Saved data entries:
****************

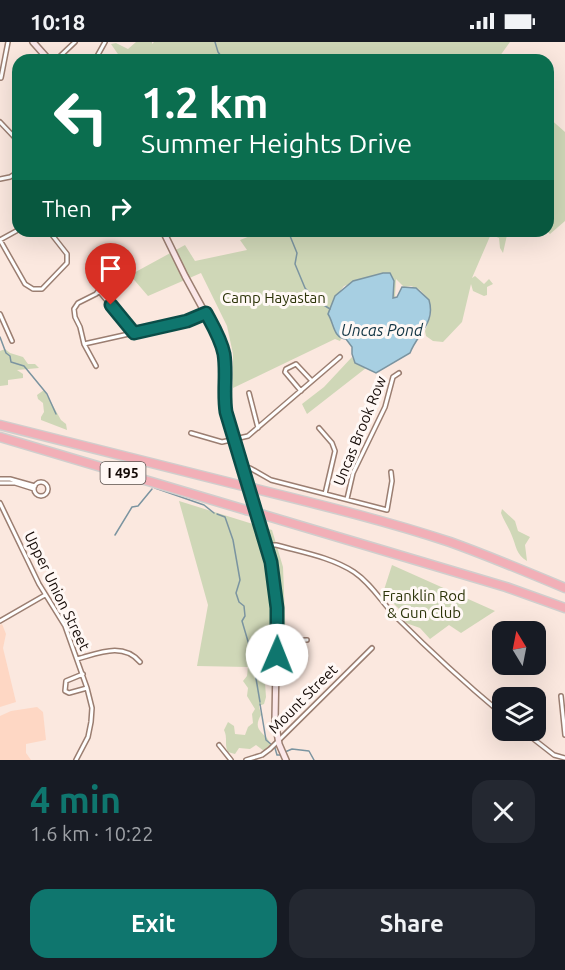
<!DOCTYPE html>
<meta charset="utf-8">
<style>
body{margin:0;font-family:Ubuntu,sans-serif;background:#242831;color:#f1f3f6;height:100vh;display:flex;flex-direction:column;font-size:22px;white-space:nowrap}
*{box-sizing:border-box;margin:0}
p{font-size:20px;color:#9ea1a6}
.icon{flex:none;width:33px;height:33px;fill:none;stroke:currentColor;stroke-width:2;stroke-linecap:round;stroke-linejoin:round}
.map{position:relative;height:718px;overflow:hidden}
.details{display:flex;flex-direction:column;background:#171b24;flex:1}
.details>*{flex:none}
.hud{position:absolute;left:12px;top:12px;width:542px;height:183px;border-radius:18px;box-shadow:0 6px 24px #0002;background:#0b6e4f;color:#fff;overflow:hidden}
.needle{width:39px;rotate:350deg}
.buttons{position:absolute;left:492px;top:579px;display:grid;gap:12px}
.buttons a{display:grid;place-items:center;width:54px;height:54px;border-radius:12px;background:#171b24;box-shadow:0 6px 24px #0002;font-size:30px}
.pin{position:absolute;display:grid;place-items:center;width:51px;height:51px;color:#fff;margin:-62px -26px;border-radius:50% 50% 50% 0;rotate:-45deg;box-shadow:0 0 6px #0007}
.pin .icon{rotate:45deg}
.me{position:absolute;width:66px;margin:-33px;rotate:1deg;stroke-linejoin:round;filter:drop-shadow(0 0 4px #0008)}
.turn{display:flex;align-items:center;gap:21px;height:126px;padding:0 30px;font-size:27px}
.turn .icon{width:78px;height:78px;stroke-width:2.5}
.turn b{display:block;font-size:42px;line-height:51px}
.then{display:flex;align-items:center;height:57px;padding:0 30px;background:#0003;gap:12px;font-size:22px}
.round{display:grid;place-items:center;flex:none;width:63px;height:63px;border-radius:18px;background:#242831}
.summary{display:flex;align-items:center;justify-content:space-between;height:102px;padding:0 30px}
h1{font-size:36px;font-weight:700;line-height:45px;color:#0f766e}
.cta{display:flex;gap:12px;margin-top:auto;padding:12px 30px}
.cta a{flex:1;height:69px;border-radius:18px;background:#0f766e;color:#fff;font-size:24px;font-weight:700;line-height:69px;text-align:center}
.cta a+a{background:#242831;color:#f1f3f6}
.status{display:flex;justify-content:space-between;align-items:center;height:42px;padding:0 30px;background:#171b24;direction:ltr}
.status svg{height:16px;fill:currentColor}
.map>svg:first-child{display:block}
.built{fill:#fed7c4}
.green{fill:#cfd7b7}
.water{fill:#a7cfe2;stroke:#7b94a0;stroke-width:1.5}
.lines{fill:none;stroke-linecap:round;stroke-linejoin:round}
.stream{stroke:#7b94a0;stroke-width:1.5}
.minor-casing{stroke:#9b7e71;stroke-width:6}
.secondary-casing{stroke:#9b7e71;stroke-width:8}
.motorway-casing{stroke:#d0cecd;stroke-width:11}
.minor{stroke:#fff;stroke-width:3}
.secondary{stroke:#fbe7e9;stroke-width:5}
.motorway{stroke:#f2afb7;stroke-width:8}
.motorway-bridge-casing{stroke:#d0cecd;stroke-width:11;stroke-linecap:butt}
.motorway-bridge{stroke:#f2afb7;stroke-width:8}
.route-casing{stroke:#0a4d48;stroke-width:15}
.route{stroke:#0f766e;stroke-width:10}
.labels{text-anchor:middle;stroke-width:6;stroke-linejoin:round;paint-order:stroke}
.shield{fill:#fff8f5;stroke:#5a514e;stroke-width:1.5}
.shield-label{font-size:14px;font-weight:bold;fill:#140a06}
.park-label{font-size:15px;fill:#2c3409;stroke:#fff8f5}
.street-label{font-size:15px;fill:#140a06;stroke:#fff8f5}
.water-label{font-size:16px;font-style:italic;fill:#113443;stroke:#fff8f5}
</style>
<div class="status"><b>10:18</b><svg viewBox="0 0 49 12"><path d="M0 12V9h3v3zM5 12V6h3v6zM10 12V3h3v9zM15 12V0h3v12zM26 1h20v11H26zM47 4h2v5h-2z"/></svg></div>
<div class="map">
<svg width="565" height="718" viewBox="0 0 565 718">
<rect width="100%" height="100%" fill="#fbe8df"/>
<path class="built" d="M 2,582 L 6,592 L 3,606 L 16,660 L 0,665 L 0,583 Z
M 37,665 L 43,670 L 46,698 L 26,702 L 26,711 L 31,718 L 0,718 L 0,674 L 11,669 Z"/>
<path class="green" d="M 136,0 L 152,0 L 152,2 L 154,0 L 510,0 L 497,18 L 122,18 L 111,2 L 116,1 L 128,7 Z
M 548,75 L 565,90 L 565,179 L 550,192 L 547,189 Z
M 257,189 L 505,189 L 507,193 L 503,211 L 500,206 L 499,196 L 494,194 L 493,190 L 491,192 L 472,236 L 475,234 L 484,242 L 489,237 L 493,242 L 487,245 L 487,253 L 484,254 L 473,249 L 471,242 L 462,280 L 443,300 L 433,299 L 426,294 L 425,289 L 431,272 L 429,258 L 420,248 L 411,244 L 404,245 L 396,237 L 395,255 L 391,256 L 390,232 L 380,232 L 344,244 L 334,257 L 331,268 L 328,273 L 341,297 L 340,299 L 335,297 L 233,346 L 233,312 L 227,284 L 201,231 L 148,254 L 130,233 L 185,203 L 195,219 L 247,208 L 240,198 L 258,191 Z
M 5,307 L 10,311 L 23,315 L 28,322 L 35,322 L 39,326 L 17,328 L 23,332 L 23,336 L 8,338 L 8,343 L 0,344 L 0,309 Z
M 352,315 L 355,321 L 366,326 L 307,372 L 302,362 L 324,345 Z
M 44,348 L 61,378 L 66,382 L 67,388 L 41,378 L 41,375 L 44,370 L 43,361 L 38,357 L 37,353 Z
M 179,459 L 272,488 L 283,525 L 287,626 L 264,626 L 266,655 L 264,662 L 259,664 L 261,673 C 250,691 270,691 271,705 L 264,709 L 256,703 L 250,707 L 239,706 L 235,712 L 228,710 C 224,703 228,696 224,688 L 228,680 L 234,684 L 235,692 L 245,693 L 248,685 L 253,681 L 252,672 L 255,667 L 247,654 L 248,646 L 243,639 L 247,634 L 248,625 L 197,624 L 208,563 Z
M 502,467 L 515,479 L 518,489 L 530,495 L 525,503 L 527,519 C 516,513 516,503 512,494 C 509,486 504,479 501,471 Z
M 392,523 L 495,569 L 461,591 L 449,583 L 430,597 L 420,586 L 406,581 L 401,569 L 383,551 Z"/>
<path class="water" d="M 383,231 L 390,231 L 394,239 L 393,256 L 397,255 L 402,245 L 416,246 L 429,258 C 436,281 417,292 410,311 L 376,331 L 355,321 L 352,312 L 352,305 L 346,297 C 333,296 334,281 328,272 L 335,254 L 353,239 Z"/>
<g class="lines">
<path class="stream" d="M 215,0 L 218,10 L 224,18
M 288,189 L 297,211 L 295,222 L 305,246 L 313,255
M 316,258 L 330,267
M 0,295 L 6,311 L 10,314 L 11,320 L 24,324 L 47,352 L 56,372
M 155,446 L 204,463 L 214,471
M 217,472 L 225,475 L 233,498 L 240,538 L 236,551 L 239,560 L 244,564 L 245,574 L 242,579 L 252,613 L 260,660
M 115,493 L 132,465 L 138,464 L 152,447
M 260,662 L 266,698 L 272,703
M 275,706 L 277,713 L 280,713
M 285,710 L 292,707 L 309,709 L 314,718"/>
<g class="minor-casing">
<path id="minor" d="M 56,18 L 75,0
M 95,18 L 105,0
M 1,36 L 8,0
M 0,80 L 18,99
M 0,137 L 10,135 L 18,130
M 0,198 L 25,242 L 33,247 L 42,247 L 67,221 L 67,212 L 49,189
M 0,198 L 18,188
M 99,249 L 134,291
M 0,272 L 12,299
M 84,302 L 187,279 L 204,272
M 96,324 L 84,302 L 80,285 L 75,275 L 74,267 L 78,261 L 96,252 L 109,236
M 301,349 L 285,330 L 286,327 L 296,322 L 312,339
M 249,351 L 258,386
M 319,386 L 332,401 L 335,409 L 325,452
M 191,391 L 222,400 L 248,394 L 340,315
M 244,426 L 250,426 L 271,438 L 387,468 L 392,439 L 391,430
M 0,437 L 10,437 L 35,444
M34 447a7 7 0 1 1 14 0a7 7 0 1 1-14 0Z
M 0,441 L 15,441 L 34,447
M 347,457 L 353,431 L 385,365 L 393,335 L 399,331
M 0,461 L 39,542 L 65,584 L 87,646 L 92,666 L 91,680 L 88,695 L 76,718
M 266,503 L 276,503 C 301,510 331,515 354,530 C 372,542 382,561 397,576 C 431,610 466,642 502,672
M 0,579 L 45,553
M 277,599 L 307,598
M 77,617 C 99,611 123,600 140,620
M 83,632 L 66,639 L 65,649 L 69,651 L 87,646
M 561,654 L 565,693
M 522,688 L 554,713 L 565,716
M 219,703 L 231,718
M 246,718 L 262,713 L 270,707 L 372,606"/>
</g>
<g class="secondary-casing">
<path id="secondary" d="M 33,0 L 49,18
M 163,189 L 185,234 L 216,291 L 222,306 L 226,368 L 261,485 L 273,535 L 277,566 L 275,678 L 279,702 L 286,718"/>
</g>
<g class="motorway-casing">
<path id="motorway" d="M 0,383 L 243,444
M 0,395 L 246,468
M 256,447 C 321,463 387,479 450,500 C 489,514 527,530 565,546
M 264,473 L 506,545 L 565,566"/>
</g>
<use href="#minor" class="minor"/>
<use href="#secondary" class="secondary"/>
<use href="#motorway" class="motorway"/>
<g class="motorway-bridge-casing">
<path id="motorway-bridge" d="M 243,444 L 256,447
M 246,468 L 264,473"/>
</g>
<use href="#motorway-bridge" class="motorway-bridge"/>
</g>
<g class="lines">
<g class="route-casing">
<path id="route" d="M 111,263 L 134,291 L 187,279 L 206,271 C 213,284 221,297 224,312 C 227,331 223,350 226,370 L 271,520 L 277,566 L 277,613"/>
</g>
<use href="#route" class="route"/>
</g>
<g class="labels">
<rect class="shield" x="100.5" y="420" width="45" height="22" rx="4.5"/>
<g class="shield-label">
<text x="123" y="436">I 495</text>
</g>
<g class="park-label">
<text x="274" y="261">Camp Hayastan</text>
<text x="424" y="559">Franklin Rod<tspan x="424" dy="17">&amp; Gun Club</tspan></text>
</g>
<g class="street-label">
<text transform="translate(360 389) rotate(-68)" y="5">Uncas Brook Row</text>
<text transform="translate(57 549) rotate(64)" y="5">Upper Union Street</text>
<text transform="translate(303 657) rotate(-45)" y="5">Mount Street</text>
</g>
<g class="water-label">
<text x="382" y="294">Uncas Pond</text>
</g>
</g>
</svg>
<div class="buttons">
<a><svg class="needle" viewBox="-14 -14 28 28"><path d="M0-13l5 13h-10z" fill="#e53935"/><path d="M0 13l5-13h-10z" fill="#9ea1a6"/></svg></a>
<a><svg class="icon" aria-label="layers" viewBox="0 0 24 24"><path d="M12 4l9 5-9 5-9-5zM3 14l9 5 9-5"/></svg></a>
</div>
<div class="pin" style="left:111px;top:263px;background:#d93025"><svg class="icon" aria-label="arrive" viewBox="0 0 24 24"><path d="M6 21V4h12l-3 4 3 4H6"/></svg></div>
<svg class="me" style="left:277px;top:613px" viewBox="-20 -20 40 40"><circle r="19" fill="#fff"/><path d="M0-13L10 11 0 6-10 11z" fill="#0f766e"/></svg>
<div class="hud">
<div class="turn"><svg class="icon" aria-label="left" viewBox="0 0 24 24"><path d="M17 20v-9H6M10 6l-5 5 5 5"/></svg><div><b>1.2 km</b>Summer Heights Drive</div></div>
<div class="then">Then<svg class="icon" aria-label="right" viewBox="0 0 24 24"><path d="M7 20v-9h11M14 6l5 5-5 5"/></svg></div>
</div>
</div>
<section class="details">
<div class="summary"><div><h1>4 min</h1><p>1.6 km · 10:22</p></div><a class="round"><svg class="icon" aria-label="close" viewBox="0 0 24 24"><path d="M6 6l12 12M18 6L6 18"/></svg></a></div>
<div class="cta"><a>Exit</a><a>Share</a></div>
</section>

****************

Instructions for the task → Answer with a single number: the count of lines above that contain the string "hidden".

Solution below → 2